24 de set. de 2012





Por ROBERTO VIEIRA


Quatro anos.

Durante quatro anos a seleção negou o Maracanã.

Jogou no Peru, na Bolívia.

Maracanã jamais.

Só que vieram as Eliminatórias.

O Brasil venceu Chile e Paraguai lá fora.

Favas contadas.

O Brasil regressou ao maior do mundo.

Justamente diante do Chile.

E foi aí que o feitiço pareceu eterno.

Imenso.

A multidão xingando o concreto armado:

'Maldito!'

'Infame!'

'Bastardo!'

O arqueiro chileno Livingstone estava inspirado.

Defendeu folhas secas de Didi.

Bombas de Rodrigues.

Saraivadas de Julinho.

Quando Livingstone falhava?

As traves do Maracanã explodiam as bolas para longe.

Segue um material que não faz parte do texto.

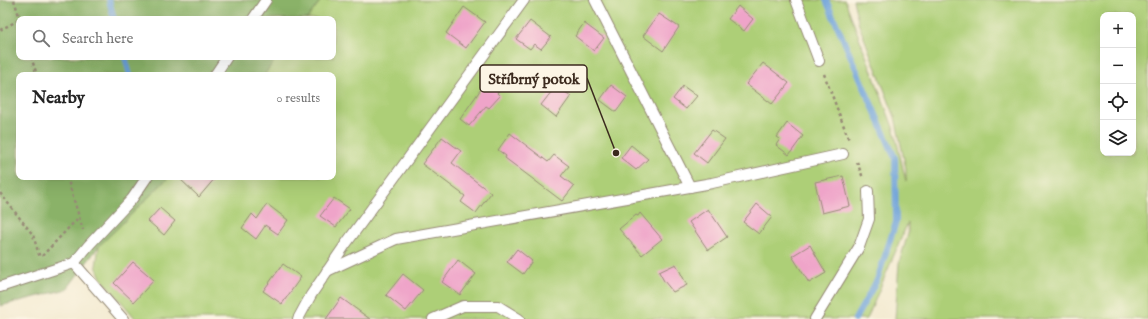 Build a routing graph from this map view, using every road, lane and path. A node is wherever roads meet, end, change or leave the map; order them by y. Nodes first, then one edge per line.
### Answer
1 (14, 0) edge
2 (266, 0) edge
3 (524, 0) edge
4 (595, 0) edge
5 (796, 0) edge
6 (19, 16) edge
7 (255, 16) edge
8 (16, 21) edge
9 (0, 30) edge
10 (32, 60) edge
11 (225, 60) edge
12 (819, 61) joint
13 (36, 72) edge
14 (217, 72) edge
15 (850, 145) dead end
16 (843, 154) dead end
17 (856, 158) dead end
18 (68, 180) edge
19 (145, 180) edge
20 (690, 187) junction
21 (868, 192) joint
22 (0, 193) edge
23 (79, 217) junction
24 (88, 246) junction
25 (41, 258) junction
26 (34, 260) dead end
27 (74, 263) junction
28 (327, 271) junction
29 (0, 288) edge
30 (123, 319) edge
31 (298, 319) edge
32 (433, 319) edge
33 (519, 319) edge
34 (815, 319) edge

1 - 6 path
2 - 7 lane
3 - 28 lane
4 - 20 lane
5 - 12 lane
8 - 9 path
10 - 13 path
11 - 14 lane
12 - 15 path
16 - 20 lane
17 - 21 path
18 - 23 path
19 - 24 lane
20 - 28 lane
21 - 34 lane
22 - 25 path
23 - 24 path
23 - 25 path
24 - 27 lane
25 - 26 path
27 - 29 lane
27 - 30 lane
28 - 31 lane
32 - 33 lane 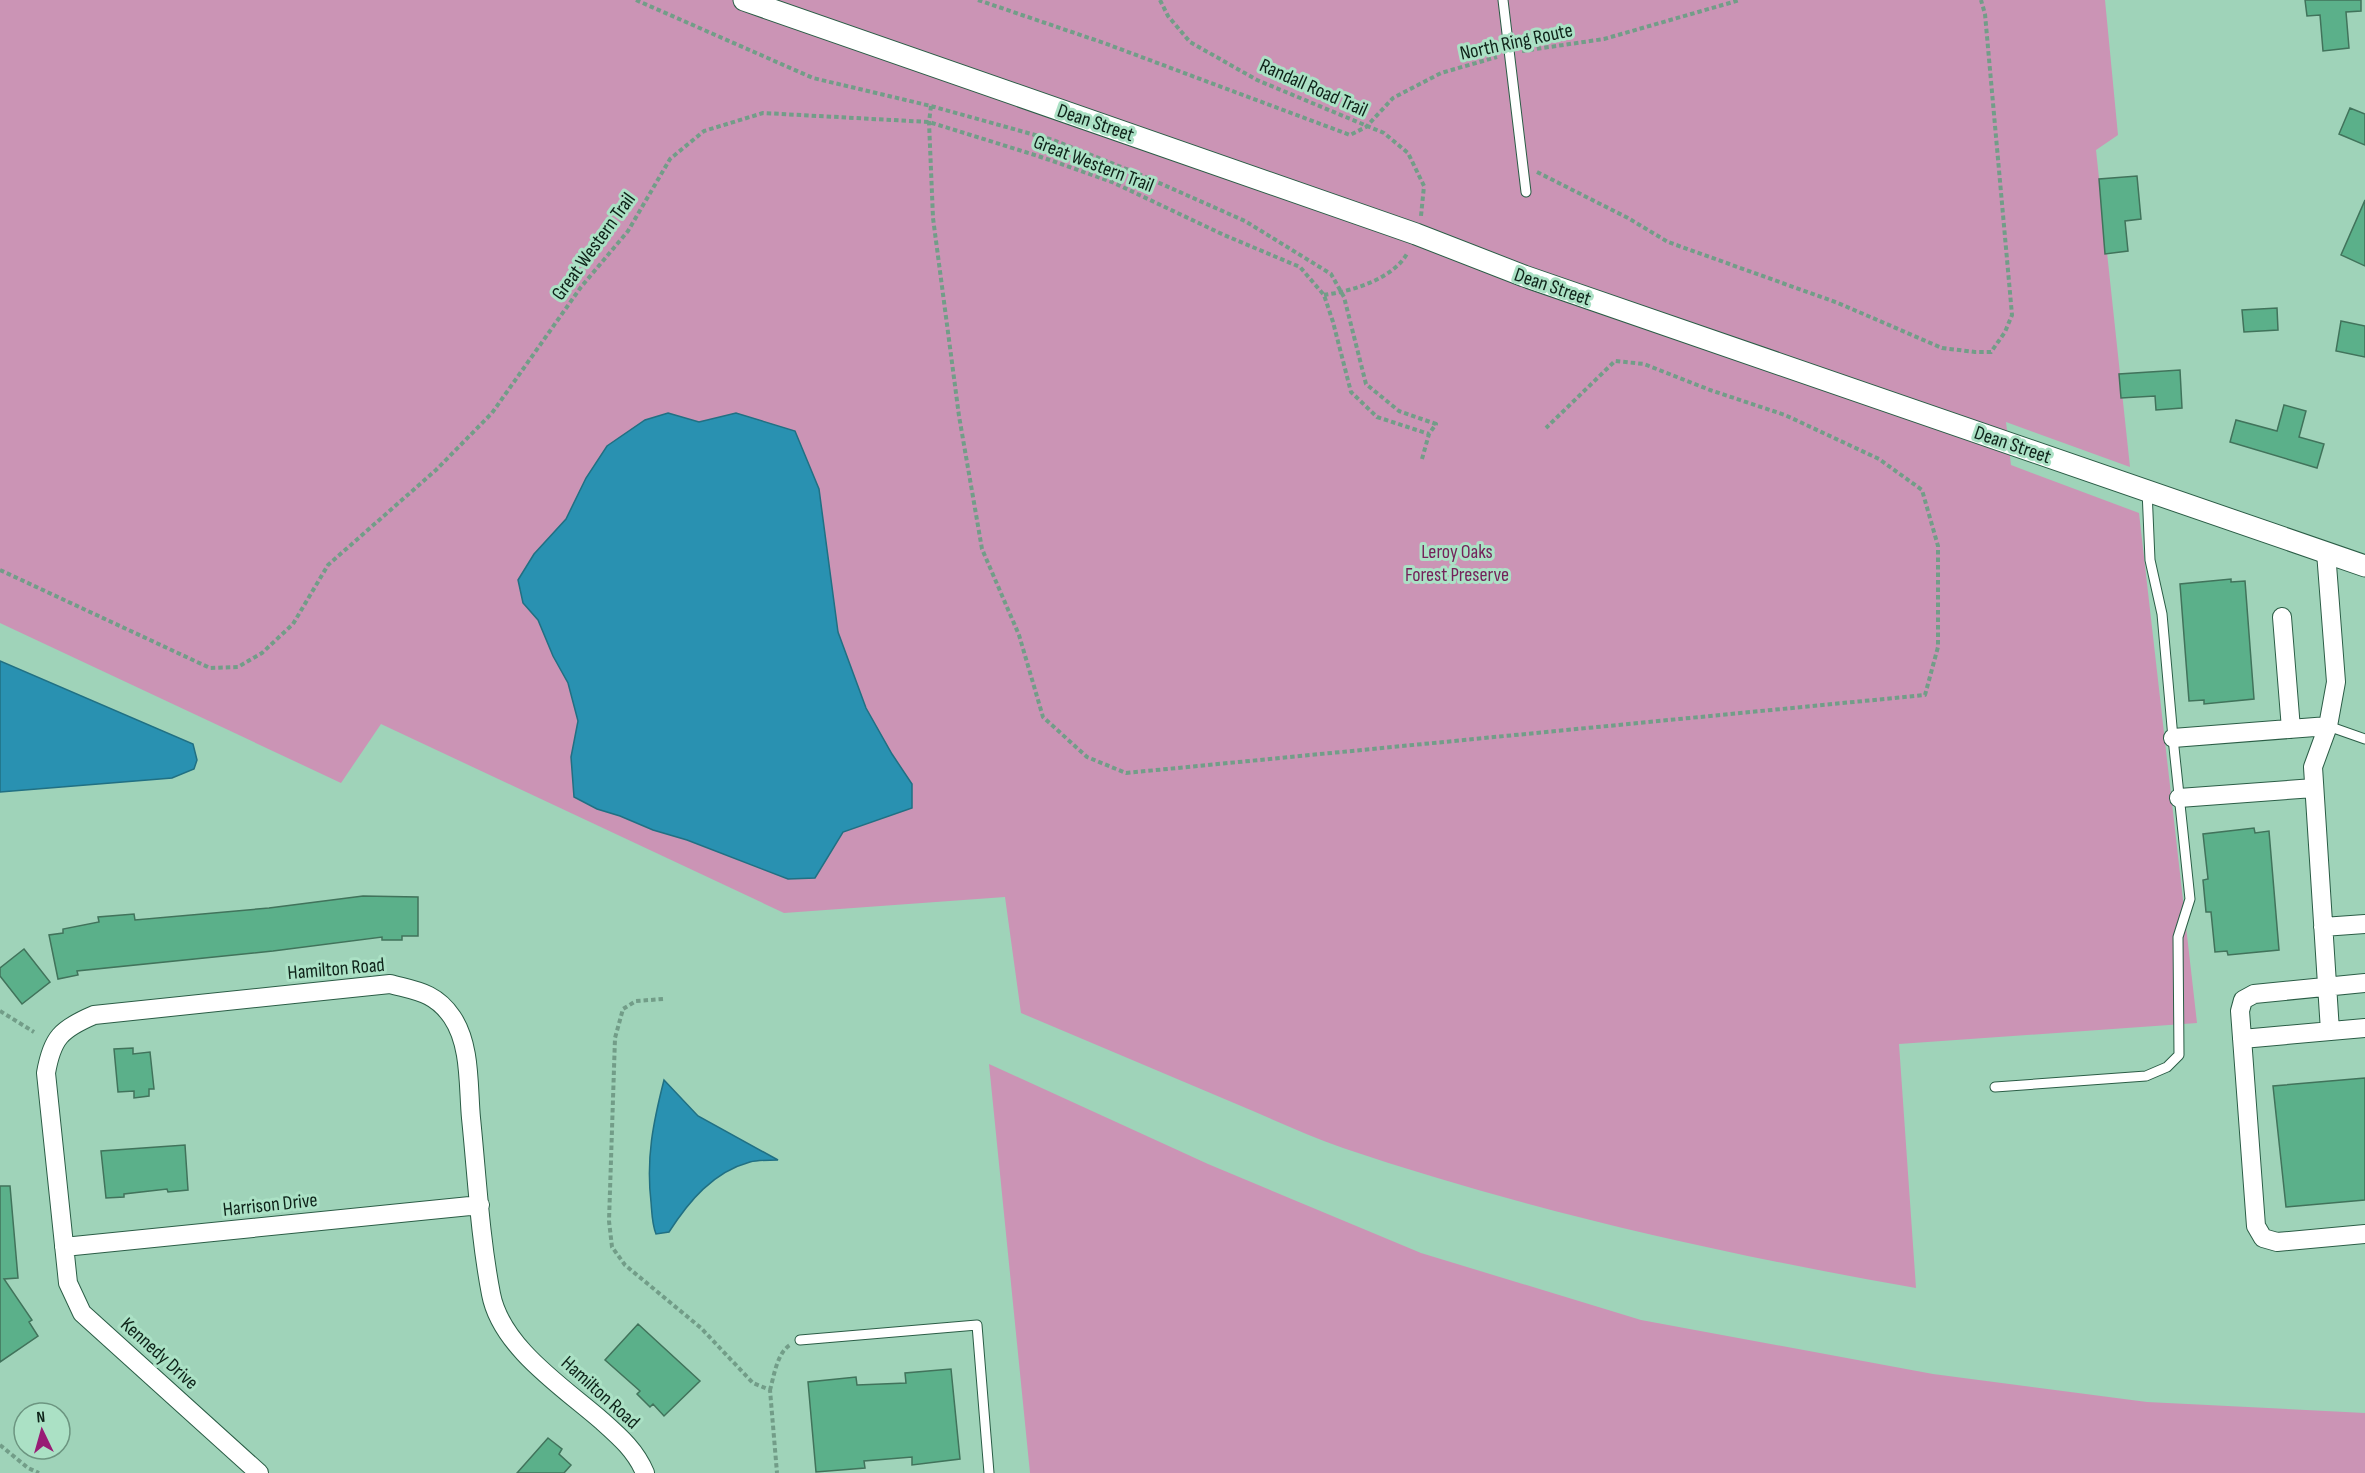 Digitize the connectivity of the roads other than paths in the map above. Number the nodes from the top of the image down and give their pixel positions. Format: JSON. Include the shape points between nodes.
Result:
{"nodes":[{"id":1,"x":744,"y":0,"type":"edge"},
{"id":2,"x":1503,"y":0,"type":"edge"},
{"id":3,"x":1526,"y":192,"type":"dead end"},
{"id":4,"x":2147,"y":490,"type":"junction"},
{"id":5,"x":2326,"y":552,"type":"junction"},
{"id":6,"x":2365,"y":566,"type":"edge"},
{"id":7,"x":2282,"y":617,"type":"dead end"},
{"id":8,"x":2328,"y":726,"type":"junction"},
{"id":9,"x":2291,"y":729,"type":"junction"},
{"id":10,"x":2173,"y":738,"type":"junction"},
{"id":11,"x":2365,"y":739,"type":"edge"},
{"id":12,"x":2314,"y":788,"type":"junction"},
{"id":13,"x":2179,"y":798,"type":"junction"},
{"id":14,"x":2365,"y":924,"type":"edge"},
{"id":15,"x":2323,"y":927,"type":"junction"},
{"id":16,"x":2365,"y":983,"type":"edge"},
{"id":17,"x":2327,"y":986,"type":"junction"},
{"id":18,"x":2365,"y":1028,"type":"edge"},
{"id":19,"x":2330,"y":1031,"type":"junction"},
{"id":20,"x":2242,"y":1039,"type":"junction"},
{"id":21,"x":1995,"y":1087,"type":"dead end"},
{"id":22,"x":480,"y":1205,"type":"junction"},
{"id":23,"x":2365,"y":1234,"type":"edge"},
{"id":24,"x":64,"y":1247,"type":"junction"},
{"id":25,"x":800,"y":1340,"type":"road end"},
{"id":26,"x":259,"y":1473,"type":"edge"},
{"id":27,"x":645,"y":1473,"type":"edge"},
{"id":28,"x":989,"y":1473,"type":"edge"}],
"edges":[{"from":1,"to":4,"type":"street","name":"Dean Street","via":[[1416,234],[1524,276]]},
{"from":2,"to":3,"type":"lane"},
{"from":4,"to":5,"type":"street","name":"Dean Street"},
{"from":4,"to":10,"type":"lane","via":[[2150,560],[2163,614]]},
{"from":5,"to":6,"type":"street","name":"Dean Street"},
{"from":5,"to":8,"type":"street","via":[[2336,682]]},
{"from":7,"to":9,"type":"street"},
{"from":8,"to":9,"type":"street"},
{"from":8,"to":11,"type":"lane"},
{"from":8,"to":12,"type":"street","via":[[2313,767]]},
{"from":9,"to":10,"type":"street"},
{"from":10,"to":13,"type":"lane"},
{"from":12,"to":13,"type":"street"},
{"from":12,"to":15,"type":"street"},
{"from":13,"to":21,"type":"lane","via":[[2190,899],[2178,937],[2179,1055],[2167,1067],[2146,1076]]},
{"from":14,"to":15,"type":"street"},
{"from":15,"to":17,"type":"street"},
{"from":16,"to":17,"type":"street"},
{"from":17,"to":19,"type":"street"},
{"from":17,"to":20,"type":"street","via":[[2254,994],[2243,1000]]},
{"from":18,"to":19,"type":"street"},
{"from":19,"to":20,"type":"street"},
{"from":20,"to":23,"type":"street","via":[[2256,1226],[2263,1238],[2277,1242]]},
{"from":22,"to":24,"type":"street","name":"Harrison Drive"},
{"from":22,"to":24,"type":"street","name":"Hamilton Road","via":[[464,1042],[452,1017],[429,994],[390,984],[94,1015],[58,1036],[46,1073]]},
{"from":22,"to":27,"type":"street","name":"Hamilton Road","via":[[491,1296],[501,1324],[516,1347],[619,1436]]},
{"from":24,"to":26,"type":"street","name":"Kennedy Drive","via":[[68,1283],[82,1313]]},
{"from":25,"to":28,"type":"lane","via":[[977,1325]]}]}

Uma, duas, três, quatro vezes as traves salvaram o Chile.

O ar pesado.

Coube ao jogador que abriu as portas do Maracanã em 1950.

Iniciar a jogada do exorcismo final.

Didi pegou a bola no meio campo.

Desvencilhou- se de Alvarez, driblou Robledo e Carrasco.

Entrando na área, empurrou a pelota para Baltasar.

E Baltasar com todo cuidado do mundo empurrou a bola para as redes.

Quatro anos depois de Gigghia.

Brasil 1x0 Chile.

Multidão delirando.

Feitiço colocado de joelhos.

Pois é.

Mas foi só.

Livingstone havia comprado o santo de Castilho.

E o santo de Castilho não era de brincadeira!